Strange thing, though, he walked like Daddy: shoulders forward, great loping strides.
Three years younger than me, and every step of his was one and a half of mine. I could never keep up with him. He was seventeen and built like a stick and mad about his guitar. He’d just failed his driving test and had called in the pub, where he shouldn’t have been, and was walking home. They must have followed him out. It was December, dark by four and bone-cold. The coroner said he thought a car had hit him: after the beating, he said, when he had been left on the road. He couldn’t be sure but there was evidence the body had been dragged. It was a neighbour that found him, picked him out in the car headlights. Daddy insisted on an open coffin, despite Robbie’s eyebrow like a burst plum, his buckled nose, the rainbow of bruises that spanned his battered face.

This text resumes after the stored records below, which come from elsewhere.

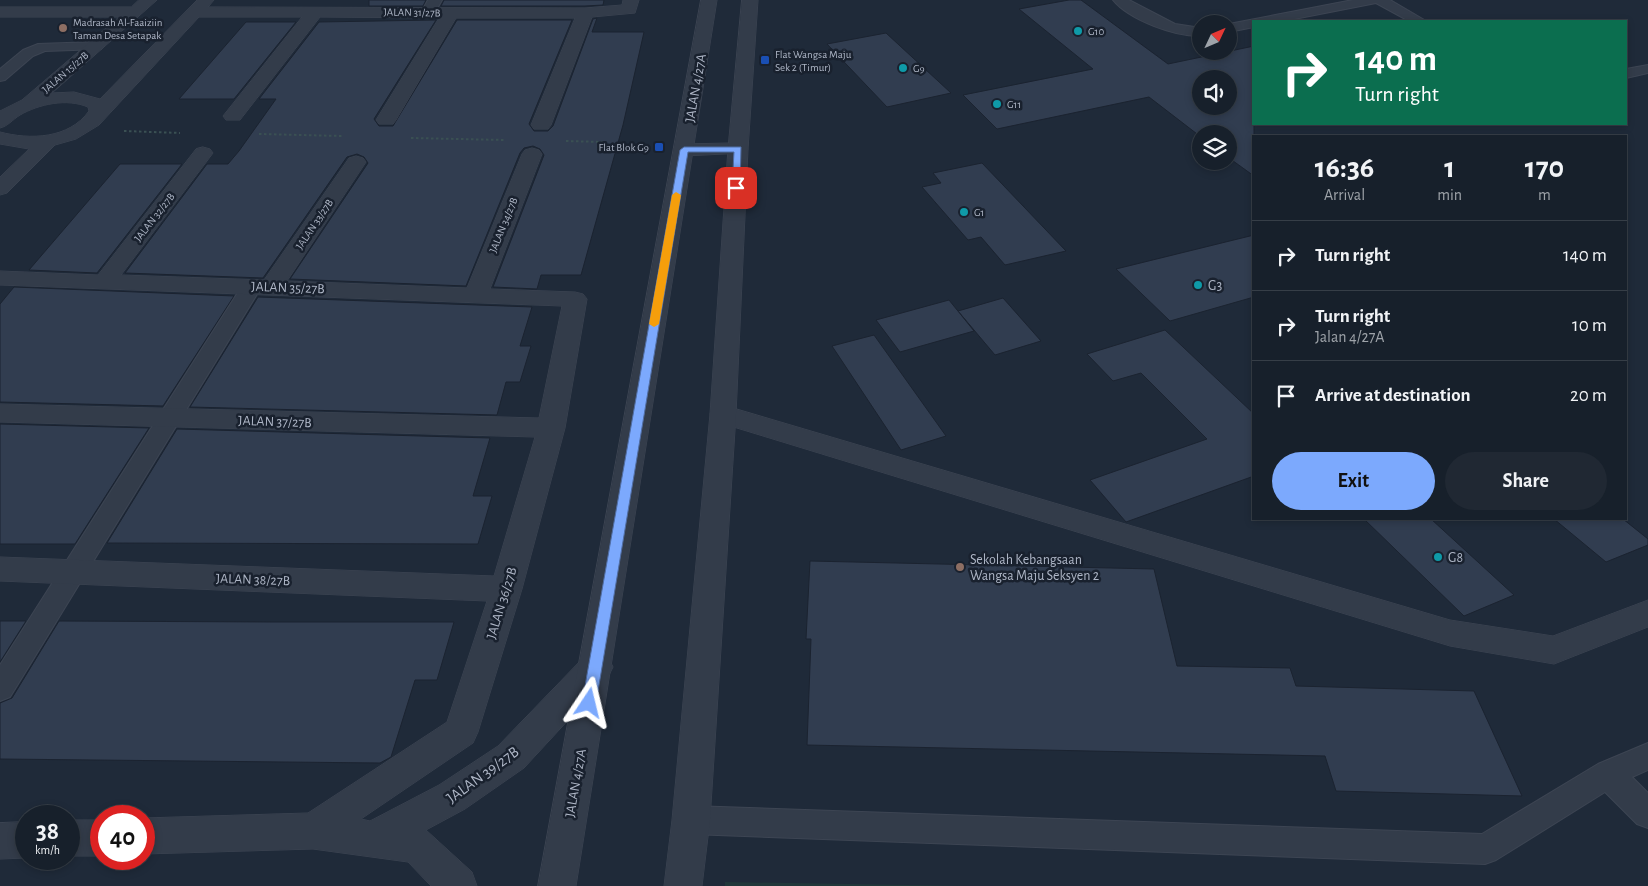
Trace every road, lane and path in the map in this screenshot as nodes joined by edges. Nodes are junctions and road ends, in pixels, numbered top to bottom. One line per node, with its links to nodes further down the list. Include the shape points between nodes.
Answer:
1 (149, 0): 12 (street, JALAN 15/27B)
2 (709, 0): 33 (street, JALAN 4/27A)
3 (750, 0): 32 (street)
4 (1120, 0): 19 (lane, via 1156,22)
5 (1374, 0): 15 (lane)
6 (1380, 0): 16 (lane)
7 (630, 4): 14 (street, JALAN 31/27B)
8 (200, 6): 10 (street, JALAN 31/27B); 25 (street)
9 (432, 6): 10 (street, JALAN 31/27B); 13 (street, JALAN 31/27B)
10 (316, 11): 26 (street)
11 (0, 12): 12 (street)
12 (135, 12): 20 (street, JALAN 15/27B)
13 (451, 12): 14 (street, JALAN 31/27B); 27 (street)
14 (586, 13): 29 (street)
15 (1269, 20)
16 (1417, 20)
17 (1252, 23): 18 (lane)
18 (1238, 26)
19 (1192, 33)
20 (96, 46): 23 (lane, via 43,48 28,53); 24 (street, JALAN 15/27B)
21 (1648, 69): 22 (lane)
22 (1627, 74)
23 (0, 77)
24 (26, 105): 25 (street, via 76,97 89,99 97,104); 28 (street)
25 (99, 111): 31 (street, via 89,124)
26 (233, 116)
27 (386, 120)
28 (0, 122)
29 (541, 125)
30 (0, 138): 31 (street, via 19,143)
31 (49, 140): 37 (street)
32 (738, 149): 33 (street); 44 (street)
33 (684, 150): 51 (street, JALAN 4/27A)
34 (203, 153): 39 (street, JALAN 32/27B)
35 (532, 154): 41 (street, JALAN 34/27B)
36 (356, 162): 40 (street, JALAN 33/27B)
37 (0, 190)
38 (0, 278): 39 (street, JALAN 35/27B)
39 (104, 282): 40 (street, JALAN 35/27B)
40 (262, 286): 41 (street, JALAN 35/27B); 45 (lane)
41 (475, 296): 42 (street, JALAN 35/27B)
42 (576, 298): 46 (street, JALAN 36/27B)
43 (0, 413): 45 (street, JALAN 37/27B)
44 (723, 414): 50 (street, via 1450,633 1554,650); 56 (street)
45 (168, 418): 46 (street, JALAN 37/27B); 48 (lane)
46 (550, 428): 49 (street, JALAN 36/27B)
47 (0, 569): 48 (street, JALAN 38/27B)
48 (72, 572): 49 (street, JALAN 38/27B); 52 (lane)
49 (506, 589): 57 (street, JALAN 36/27B, via 461,732)
50 (1648, 613)
51 (596, 667): 59 (street, JALAN 39/27B, via 511,756 452,797); 63 (street, JALAN 4/27A)
52 (0, 689)
53 (1648, 756): 54 (lane)
54 (1608, 774): 55 (lane); 56 (lane, via 1485,848)
55 (1648, 814)
56 (691, 820): 64 (street)
57 (313, 831): 58 (street); 59 (street)
58 (155, 836)
59 (374, 839): 62 (street, via 417,845)
60 (0, 840): 61 (street)
61 (15, 840)
62 (458, 886)
63 (557, 886)
64 (683, 886)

Despite Mum saying, “Let people remember him the way he was.” …
“No,” he’d insisted. “Let everybody see what they did to him. Let everybody look and know what savages we’re living amongst.”
They never got anybody for it, but ever since, there’s been neighbours of ours that couldn’t look us in the eye. Mum lasted six months of barely speaking, food hardly passing her lips. She dropped like a stone one day in the kitchen; never spoke again.
“Your mother,” Daddy said to me, like he had to apologise for her leaving, “ … her heart never mended.” Then it was just me and him, for nearly twenty-two years, until his lungs gave way, and the breath left him too.
In one of the bad times, around Hallowe’en, a month or two before Robbie was killed,
I was home from University and Mum asked me to go in the front room and bring her in the sewing basket that she kept under the bed. I knelt down on the burgundy carpet, lifted the valance sheet, and there was the shotgun, quiet as you like. Daddy had always kept one: he and Uncle Joe went shooting for pheasant every Boxing Day. And if there was a wedding in the townland, he’d take it out, shoot a cartridge or two in the air to send the bride off. But the rest of the time he kept it locked up in the built-in wardrobe. oughgall, Enniskillen, Milltown, Ballygawley: places associated with bombings carried out by the Irish
L
Republican Army (IRA)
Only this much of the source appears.